Lake County, Florida

The Wekiva River is a relatively pristine tributary of the St. John’s River in central Florida. The River is spring fed and its floodplain supports a hardwood forest providing habitat for an array of wildlife including water orchids, tri-colored heron, wood stork and other threatened/endangered species. The State of Florida has named the Wekiva River as an Outstanding Florida Water and a State Canoe Trail. The federal government has designated the Wekiva as a Wild and Scenic River.

Lake County uses TDR to help protect the Wekiva River, a pristine tributary of the St. John’s River that is federally-designated as a Wild and Scenic River and named as an Outstanding Florida Water and State Canoe Trail.

The Wekiva River forms part of the border between Seminole and Lake Counties. Lake County, population 307,243 (2008), lies only 25 miles north of downtown Orlando via Interstate 4 and is consequently in the path of urban development. In 1990, Lake County adopted a transfer of development rights program in support of the Wekiva River Protection Area. This 2009 update of the Lake County profile incorporates changes made to the TDR ordinance in 2004, following the publication of Beyond Takings and Givings in 2003.

The number of TDRs available for transfer is calculated by multiplying gross acreage of a sending site by the zoning in effect prior to adoption of the TDR ordinance. To qualify for TDRs, a covenant is recorded that permanently limits the sending property to those uses allowed in the Wekiva River Protection Area Overlay Districts. The transfer ratio is one-to-one, meaning that one bonus unit is permitted at a receiving site for each unit precluded at a sending site.

The program identifies two sending areas. Sending Area Number One lies within the Wekiva River Protection Area as well as the Wekiva River Hydrologic Basin Protection Zone. Within this sending area, parcels can achieve a maximum density of one unit per 40 acres without participating in a Development Point Rating System. The Rating System awards points for desirable development measures and environmental protections including additional open space, pervious paving, buffers for sensitive areas, clustering, support for wildlife corridors and the use of the Planned Unit Development process. Points are also awarded when a developer purchases a sufficient number of TDRs. When a development exceeds 120 points, maximum density can increase to one unit per 10 acres in Sending Area Number One.

Sending Area Number Two lies within the Wekiva River Protection Area but outside the Wekiva River Hydrologic Basin Protection Zone, outside the Mount Plymouth-Sorrento Urban Compact Node and outside Receiving Area Number One. This sending area limits development to a maximum density of one unit per 20 acres which can be increased to a maximum density of one unit per five acres through the point system described above.

Receiving Area Number One lies outside Sending Areas One and Two and the Mount Plymouth-Sorrento Urban Compact Node. Baseline density here is one unit per 20 acres but may increase to a maximum of one unit per five acres using the Point System and up to one unit per acre when using both the Point System plus TDRs from Sending Areas One and Two.

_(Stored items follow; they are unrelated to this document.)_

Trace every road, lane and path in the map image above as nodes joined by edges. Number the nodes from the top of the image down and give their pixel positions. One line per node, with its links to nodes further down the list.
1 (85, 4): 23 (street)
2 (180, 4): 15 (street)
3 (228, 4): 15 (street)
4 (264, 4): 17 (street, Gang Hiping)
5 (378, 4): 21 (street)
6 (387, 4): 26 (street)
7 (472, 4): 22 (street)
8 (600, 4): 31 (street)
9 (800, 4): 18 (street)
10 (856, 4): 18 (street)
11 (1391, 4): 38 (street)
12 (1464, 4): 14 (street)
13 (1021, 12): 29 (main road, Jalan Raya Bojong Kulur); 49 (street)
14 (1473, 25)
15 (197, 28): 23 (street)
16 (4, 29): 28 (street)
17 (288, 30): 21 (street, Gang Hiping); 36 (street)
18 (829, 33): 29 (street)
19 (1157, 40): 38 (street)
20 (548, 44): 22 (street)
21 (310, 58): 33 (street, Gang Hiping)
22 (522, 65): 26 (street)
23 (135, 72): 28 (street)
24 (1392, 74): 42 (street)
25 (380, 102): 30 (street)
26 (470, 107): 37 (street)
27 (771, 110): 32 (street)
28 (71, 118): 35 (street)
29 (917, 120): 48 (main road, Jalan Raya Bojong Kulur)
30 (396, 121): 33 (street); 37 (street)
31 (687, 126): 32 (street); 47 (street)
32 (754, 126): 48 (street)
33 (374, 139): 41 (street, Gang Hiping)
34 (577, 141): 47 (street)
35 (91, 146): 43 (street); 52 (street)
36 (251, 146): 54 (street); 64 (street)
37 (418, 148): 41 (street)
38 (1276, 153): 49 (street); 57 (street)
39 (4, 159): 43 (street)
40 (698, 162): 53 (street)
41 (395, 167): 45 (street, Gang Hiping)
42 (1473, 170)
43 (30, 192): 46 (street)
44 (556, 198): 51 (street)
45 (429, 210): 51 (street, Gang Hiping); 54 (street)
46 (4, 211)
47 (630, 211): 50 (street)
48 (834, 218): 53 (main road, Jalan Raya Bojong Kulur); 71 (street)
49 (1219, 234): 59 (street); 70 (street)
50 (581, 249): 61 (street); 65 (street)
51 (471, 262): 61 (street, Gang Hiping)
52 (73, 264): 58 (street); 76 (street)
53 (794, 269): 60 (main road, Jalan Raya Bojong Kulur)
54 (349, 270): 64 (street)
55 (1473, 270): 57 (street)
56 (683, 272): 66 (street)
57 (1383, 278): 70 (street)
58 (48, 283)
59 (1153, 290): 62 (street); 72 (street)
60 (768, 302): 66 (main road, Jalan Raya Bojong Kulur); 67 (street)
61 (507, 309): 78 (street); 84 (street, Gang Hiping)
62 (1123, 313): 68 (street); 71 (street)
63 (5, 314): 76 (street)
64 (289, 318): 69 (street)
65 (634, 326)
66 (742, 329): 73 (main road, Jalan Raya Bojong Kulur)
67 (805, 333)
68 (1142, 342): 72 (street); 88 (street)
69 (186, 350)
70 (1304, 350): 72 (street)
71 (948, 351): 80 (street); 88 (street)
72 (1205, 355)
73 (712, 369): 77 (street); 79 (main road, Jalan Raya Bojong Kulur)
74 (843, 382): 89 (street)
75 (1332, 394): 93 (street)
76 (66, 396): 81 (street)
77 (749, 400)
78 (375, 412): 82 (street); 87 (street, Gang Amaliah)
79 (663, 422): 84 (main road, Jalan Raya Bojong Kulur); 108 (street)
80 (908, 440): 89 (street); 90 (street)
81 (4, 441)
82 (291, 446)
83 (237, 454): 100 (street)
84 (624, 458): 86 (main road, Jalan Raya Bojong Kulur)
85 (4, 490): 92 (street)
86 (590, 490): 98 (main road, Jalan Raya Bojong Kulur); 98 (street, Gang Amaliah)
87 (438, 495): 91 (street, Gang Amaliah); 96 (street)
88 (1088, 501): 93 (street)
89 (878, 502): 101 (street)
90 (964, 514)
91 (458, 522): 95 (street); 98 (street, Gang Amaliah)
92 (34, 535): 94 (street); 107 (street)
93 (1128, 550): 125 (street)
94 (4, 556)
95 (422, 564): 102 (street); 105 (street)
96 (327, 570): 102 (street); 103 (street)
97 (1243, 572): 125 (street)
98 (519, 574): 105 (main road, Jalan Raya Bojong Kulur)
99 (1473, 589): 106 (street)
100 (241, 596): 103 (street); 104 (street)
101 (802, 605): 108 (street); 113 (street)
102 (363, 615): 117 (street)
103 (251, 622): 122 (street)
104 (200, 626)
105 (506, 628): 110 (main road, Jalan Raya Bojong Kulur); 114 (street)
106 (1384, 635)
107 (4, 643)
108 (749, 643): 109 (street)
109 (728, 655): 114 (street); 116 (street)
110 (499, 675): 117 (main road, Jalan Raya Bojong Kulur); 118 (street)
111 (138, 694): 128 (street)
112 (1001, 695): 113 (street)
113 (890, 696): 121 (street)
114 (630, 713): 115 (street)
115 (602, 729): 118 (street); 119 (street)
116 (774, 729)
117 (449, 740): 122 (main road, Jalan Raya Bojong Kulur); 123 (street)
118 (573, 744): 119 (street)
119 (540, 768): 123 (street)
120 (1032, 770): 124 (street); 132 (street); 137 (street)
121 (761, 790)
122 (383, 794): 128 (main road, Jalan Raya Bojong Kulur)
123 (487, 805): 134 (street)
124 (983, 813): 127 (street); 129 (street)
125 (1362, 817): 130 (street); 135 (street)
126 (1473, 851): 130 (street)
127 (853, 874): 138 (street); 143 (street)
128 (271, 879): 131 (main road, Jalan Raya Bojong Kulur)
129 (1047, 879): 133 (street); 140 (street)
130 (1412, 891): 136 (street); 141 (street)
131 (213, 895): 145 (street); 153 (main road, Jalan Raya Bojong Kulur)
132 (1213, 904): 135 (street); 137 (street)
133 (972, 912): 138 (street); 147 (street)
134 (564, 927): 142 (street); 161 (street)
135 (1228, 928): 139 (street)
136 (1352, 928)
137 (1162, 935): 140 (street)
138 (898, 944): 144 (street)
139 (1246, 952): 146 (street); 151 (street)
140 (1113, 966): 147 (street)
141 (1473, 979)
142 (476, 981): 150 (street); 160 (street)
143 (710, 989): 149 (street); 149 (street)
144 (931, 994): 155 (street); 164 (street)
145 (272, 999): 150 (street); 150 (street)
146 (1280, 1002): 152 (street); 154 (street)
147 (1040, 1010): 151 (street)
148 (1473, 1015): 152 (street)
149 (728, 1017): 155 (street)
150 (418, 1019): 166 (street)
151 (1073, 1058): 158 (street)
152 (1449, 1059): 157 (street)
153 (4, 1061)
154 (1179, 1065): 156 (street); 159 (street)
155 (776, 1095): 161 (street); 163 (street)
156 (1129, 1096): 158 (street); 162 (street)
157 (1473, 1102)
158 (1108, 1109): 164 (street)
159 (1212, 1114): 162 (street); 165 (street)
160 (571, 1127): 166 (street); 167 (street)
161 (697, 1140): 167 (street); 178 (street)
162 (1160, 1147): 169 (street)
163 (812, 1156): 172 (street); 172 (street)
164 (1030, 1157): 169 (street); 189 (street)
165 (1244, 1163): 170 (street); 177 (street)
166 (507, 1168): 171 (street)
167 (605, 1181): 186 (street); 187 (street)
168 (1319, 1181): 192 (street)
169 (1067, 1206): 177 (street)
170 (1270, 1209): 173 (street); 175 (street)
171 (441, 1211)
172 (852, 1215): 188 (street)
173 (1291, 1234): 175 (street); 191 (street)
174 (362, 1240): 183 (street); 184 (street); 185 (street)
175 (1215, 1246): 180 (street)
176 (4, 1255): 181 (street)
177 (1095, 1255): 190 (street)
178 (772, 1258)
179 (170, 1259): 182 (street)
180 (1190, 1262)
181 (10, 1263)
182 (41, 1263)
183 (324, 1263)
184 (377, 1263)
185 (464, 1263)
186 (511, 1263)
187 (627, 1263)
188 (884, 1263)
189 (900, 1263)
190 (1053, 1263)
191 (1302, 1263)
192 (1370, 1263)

Receiving Area Number Two is the Mount Plymouth-Sorrento Urban Compact Node. Here, baseline is the maximum density permitted by the underlying zoning in effect prior to adoption of the TDR ordinance. Development can exceed this baseline and achieve a  achieve maximum density of 5.5 units per acre using TDRs from Sending Areas One and Two through the use of the County’s R-1-6 zoning district, the RP (residential professional district) or the Planned Unit Development process.

The Lake County TDR program has been an integral part of the overall Wekiva River protections, which have reduced the pace of development along the Wekiva River. These protections have allowed the State of Florida to acquire land in the protection area. These purchases were helped by the reduced property evaluations which resulted from the development restrictions imposed along the river. The compensation potential offered by TDR was at least partly responsible for the ability to impose additional land use restrictions in the Wekiva River Protection Area.

As reported in Beyond Takings and Givings, developers of some potential receiving sites can achieve the densities they want without the added density allowed via TDR. In addition, transfers require multiple hearings to approve rezonings on both the sending and receiving sites; these requirements discourage property owners and developers from using TDR. In 2000, Jeff Richardson, Chief Planner, reported that the formal TDR ordinance had not been used. The State of Florida had been buying considerable property in the Wekiva River Basin and the remaining owners of private land apparently had little interest in the TDR incentives at that time. However, on two occasions, the County tried to resolve land use disputes outside the Wekiva River Basin using an ad hoc transfer approach. Specifically, negotiations were conducted with a developer who could benefit from increased densities by buying TDRs from a property owner faced with development constraints. Richardson reports that this ad hoc process was successful in one of the two cases.